We held an advisory vote on the frequency of future “say-on-pay” advisory votes (referred to as the “say-on-frequency” vote) at our 2023 annual meeting of shareholders, pursuant to which the majority of the advisory votes cast voted to hold our “say-on-pay” votes every year. The Board considered the outcome of this advisory vote and determined that future “say-on-pay” votes will continue to be conducted every year. The Board will re-evaluate this determination after the next stockholder advisory “say-on-frequency” vote (which will be at the Company’s 2029 annual meeting of stockholders unless presented earlier).
Engagement with our shareholders is very important to us. Even with substantial support of our executive compensation program, in 2024, members of the senior management team routinely invited institutional shareholders to engage with the team on Baker Hughes’ strategy, sustainability program, governance structure, and key executive compensation practices and to listen to their feedback and priorities. We believe that by engaging with our shareholders, we can further align our compensation objectives with shareholders’ long-term interests.
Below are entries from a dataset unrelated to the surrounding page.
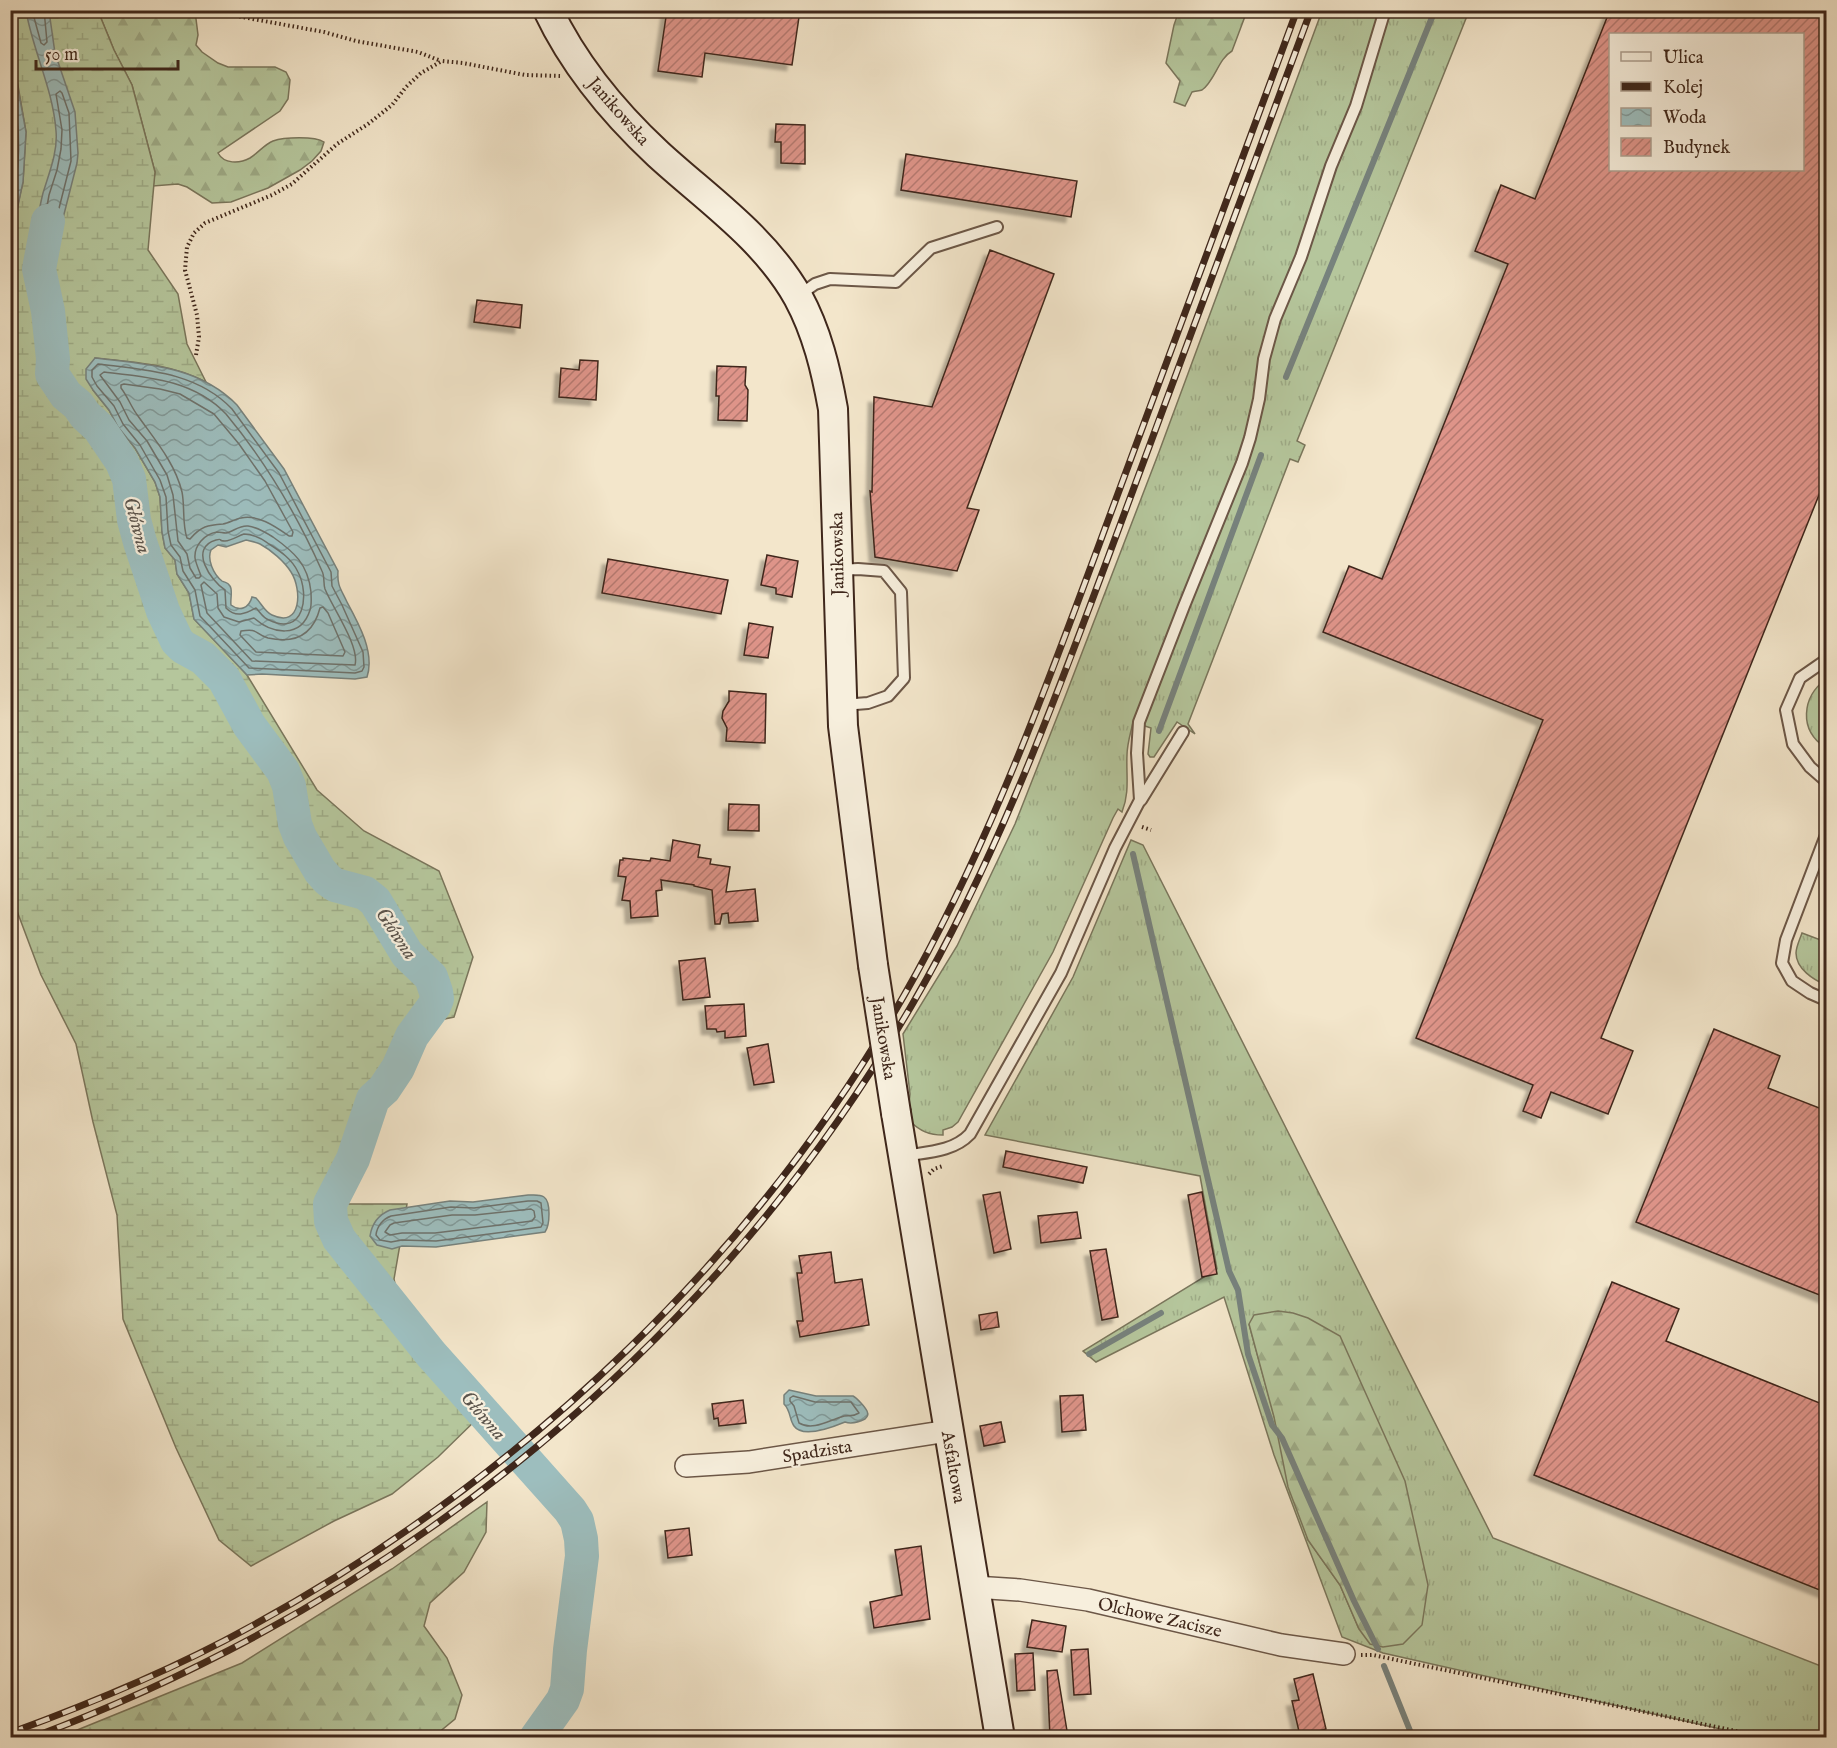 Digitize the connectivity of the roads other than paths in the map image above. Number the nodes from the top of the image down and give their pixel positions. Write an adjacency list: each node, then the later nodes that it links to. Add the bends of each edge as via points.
1 (548, 10): 4 (street, Janikowska, via 568,49 609,105 658,155 735,220 764,250)
2 (1385, 10): 10 (lane, via 1356,106 1275,319 1242,463 1139,722)
3 (997, 226): 4 (lane, via 930,248 896,282 830,279)
4 (798, 296): 5 (street, Janikowska, via 819,347 832,409)
5 (837, 570): 7 (street, Janikowska); 7 (lane, via 884,571 901,592 902,603 904,678 888,696 868,703)
6 (1827, 660): 9 (lane, via 1800,678 1786,710 1793,744 1810,767)
7 (842, 705): 13 (street, Janikowska, bridge, via 873,965)
8 (1183, 732): 10 (lane)
9 (1827, 781)
10 (1140, 800): 13 (lane, via 1061,973 970,1134 953,1146)
11 (1827, 835): 12 (lane, via 1786,940 1782,963 1792,981)
12 (1827, 1000)
13 (903, 1156): 14 (street, Janikowska)
14 (909, 1196): 15 (street, Asfaltowa)
15 (948, 1431): 16 (street, Spadzista, via 749,1462); 17 (street, Asfaltowa)
16 (686, 1466)
17 (974, 1587): 18 (street, Olchowe Zacisze, via 1076,1598 1281,1645); 19 (street, Asfaltowa)
18 (1344, 1654)
19 (999, 1737)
Total direct compensation for NEOs
We use market-standard compensation elements of base salary, annual short-term incentives, long-term incentives, and employee benefits to deliver both attractive and competitive rewards to our executives. Collectively, these elements comprise total direct compensation. We benchmark both compensation and Company performance in evaluating the appropriateness of our pay practices. Our executive pay decisions are made by the Human Capital and Compensation Committee of our Board and reviewed with the full Board. Our CEO assists the Human Capital and Compensation Committee in reviewing compensation paid to our NEOs but does not participate in discussions regarding his own compensation.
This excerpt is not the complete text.